▸ **WHAT TO DO**: Find and copy every line in the records that includes the string "INGENIEROS".

▸ **GIVEN DATA**:
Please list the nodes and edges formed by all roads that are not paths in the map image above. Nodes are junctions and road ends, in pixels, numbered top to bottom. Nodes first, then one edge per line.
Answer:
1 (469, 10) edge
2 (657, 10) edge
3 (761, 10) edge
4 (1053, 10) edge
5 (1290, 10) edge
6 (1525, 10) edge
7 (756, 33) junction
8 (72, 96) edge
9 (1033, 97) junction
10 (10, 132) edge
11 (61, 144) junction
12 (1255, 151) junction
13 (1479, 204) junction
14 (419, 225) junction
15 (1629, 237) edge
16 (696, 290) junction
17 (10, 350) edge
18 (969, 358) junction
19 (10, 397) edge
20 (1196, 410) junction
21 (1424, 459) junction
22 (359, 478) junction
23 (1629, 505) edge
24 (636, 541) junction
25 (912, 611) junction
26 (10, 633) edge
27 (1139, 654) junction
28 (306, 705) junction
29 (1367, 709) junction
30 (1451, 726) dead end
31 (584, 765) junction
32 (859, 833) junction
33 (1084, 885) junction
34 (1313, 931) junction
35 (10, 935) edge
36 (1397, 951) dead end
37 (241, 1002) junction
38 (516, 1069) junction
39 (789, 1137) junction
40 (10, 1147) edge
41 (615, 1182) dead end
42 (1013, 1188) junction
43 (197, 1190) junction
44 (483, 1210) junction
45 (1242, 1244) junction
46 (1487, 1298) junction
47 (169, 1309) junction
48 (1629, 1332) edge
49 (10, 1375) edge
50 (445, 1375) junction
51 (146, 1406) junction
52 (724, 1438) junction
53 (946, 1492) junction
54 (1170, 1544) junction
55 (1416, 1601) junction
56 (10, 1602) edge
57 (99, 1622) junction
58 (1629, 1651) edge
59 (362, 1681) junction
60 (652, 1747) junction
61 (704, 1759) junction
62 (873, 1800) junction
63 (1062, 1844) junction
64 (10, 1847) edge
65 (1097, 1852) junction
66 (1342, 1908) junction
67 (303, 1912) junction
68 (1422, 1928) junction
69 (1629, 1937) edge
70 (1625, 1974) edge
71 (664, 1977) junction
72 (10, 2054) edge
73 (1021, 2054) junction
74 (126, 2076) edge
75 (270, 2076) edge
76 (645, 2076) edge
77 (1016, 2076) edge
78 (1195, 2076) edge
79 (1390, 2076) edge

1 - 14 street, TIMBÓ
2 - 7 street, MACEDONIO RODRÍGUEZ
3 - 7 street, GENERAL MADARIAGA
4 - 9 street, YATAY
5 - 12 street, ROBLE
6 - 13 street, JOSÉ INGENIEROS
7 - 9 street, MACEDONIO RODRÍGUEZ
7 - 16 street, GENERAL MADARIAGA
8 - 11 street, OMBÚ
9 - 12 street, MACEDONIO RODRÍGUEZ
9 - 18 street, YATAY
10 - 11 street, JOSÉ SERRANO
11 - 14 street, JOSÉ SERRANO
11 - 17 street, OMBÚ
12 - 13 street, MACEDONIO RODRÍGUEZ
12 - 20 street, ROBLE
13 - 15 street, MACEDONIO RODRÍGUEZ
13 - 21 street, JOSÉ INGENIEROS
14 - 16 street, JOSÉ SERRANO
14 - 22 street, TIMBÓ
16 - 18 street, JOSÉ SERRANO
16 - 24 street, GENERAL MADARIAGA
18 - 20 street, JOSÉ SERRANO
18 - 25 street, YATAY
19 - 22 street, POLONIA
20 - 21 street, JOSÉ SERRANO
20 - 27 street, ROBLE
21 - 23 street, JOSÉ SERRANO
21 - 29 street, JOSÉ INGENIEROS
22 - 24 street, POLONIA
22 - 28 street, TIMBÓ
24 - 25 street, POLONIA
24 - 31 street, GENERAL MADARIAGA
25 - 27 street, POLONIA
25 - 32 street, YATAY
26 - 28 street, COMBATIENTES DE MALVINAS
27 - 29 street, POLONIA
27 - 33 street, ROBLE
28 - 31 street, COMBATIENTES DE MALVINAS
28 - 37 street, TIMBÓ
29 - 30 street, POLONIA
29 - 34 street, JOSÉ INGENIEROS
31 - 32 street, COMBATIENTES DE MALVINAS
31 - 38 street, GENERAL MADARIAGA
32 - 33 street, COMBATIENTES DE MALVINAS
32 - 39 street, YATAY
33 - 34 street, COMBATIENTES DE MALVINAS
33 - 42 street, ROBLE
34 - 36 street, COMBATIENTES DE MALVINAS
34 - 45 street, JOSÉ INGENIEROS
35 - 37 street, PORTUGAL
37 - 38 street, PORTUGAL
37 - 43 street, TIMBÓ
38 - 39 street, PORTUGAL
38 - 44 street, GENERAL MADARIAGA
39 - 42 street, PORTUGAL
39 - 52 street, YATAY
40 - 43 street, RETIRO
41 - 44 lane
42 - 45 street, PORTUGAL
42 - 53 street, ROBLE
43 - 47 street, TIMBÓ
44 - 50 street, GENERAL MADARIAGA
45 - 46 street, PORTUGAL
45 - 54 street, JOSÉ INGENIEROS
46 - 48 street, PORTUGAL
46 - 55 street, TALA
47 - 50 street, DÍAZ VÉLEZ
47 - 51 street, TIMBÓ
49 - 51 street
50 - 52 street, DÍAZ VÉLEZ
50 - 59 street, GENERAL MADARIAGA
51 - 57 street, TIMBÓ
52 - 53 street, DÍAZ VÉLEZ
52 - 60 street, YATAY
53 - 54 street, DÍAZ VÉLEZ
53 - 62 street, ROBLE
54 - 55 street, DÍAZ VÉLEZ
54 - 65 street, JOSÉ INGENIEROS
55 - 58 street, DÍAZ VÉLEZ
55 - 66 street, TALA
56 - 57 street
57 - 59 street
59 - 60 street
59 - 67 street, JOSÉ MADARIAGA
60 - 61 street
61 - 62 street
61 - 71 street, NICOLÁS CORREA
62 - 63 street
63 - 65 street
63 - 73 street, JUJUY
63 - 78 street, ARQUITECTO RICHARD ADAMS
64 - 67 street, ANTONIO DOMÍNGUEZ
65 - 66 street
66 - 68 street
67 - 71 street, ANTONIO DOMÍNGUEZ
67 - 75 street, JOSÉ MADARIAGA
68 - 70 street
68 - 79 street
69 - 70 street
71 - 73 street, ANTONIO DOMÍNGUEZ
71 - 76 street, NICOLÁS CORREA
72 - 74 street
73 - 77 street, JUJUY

▸ **TASK OUTPUT**:
6 - 13 street, JOSÉ INGENIEROS
13 - 21 street, JOSÉ INGENIEROS
21 - 29 street, JOSÉ INGENIEROS
29 - 34 street, JOSÉ INGENIEROS
34 - 45 street, JOSÉ INGENIEROS
45 - 54 street, JOSÉ INGENIEROS
54 - 65 street, JOSÉ INGENIEROS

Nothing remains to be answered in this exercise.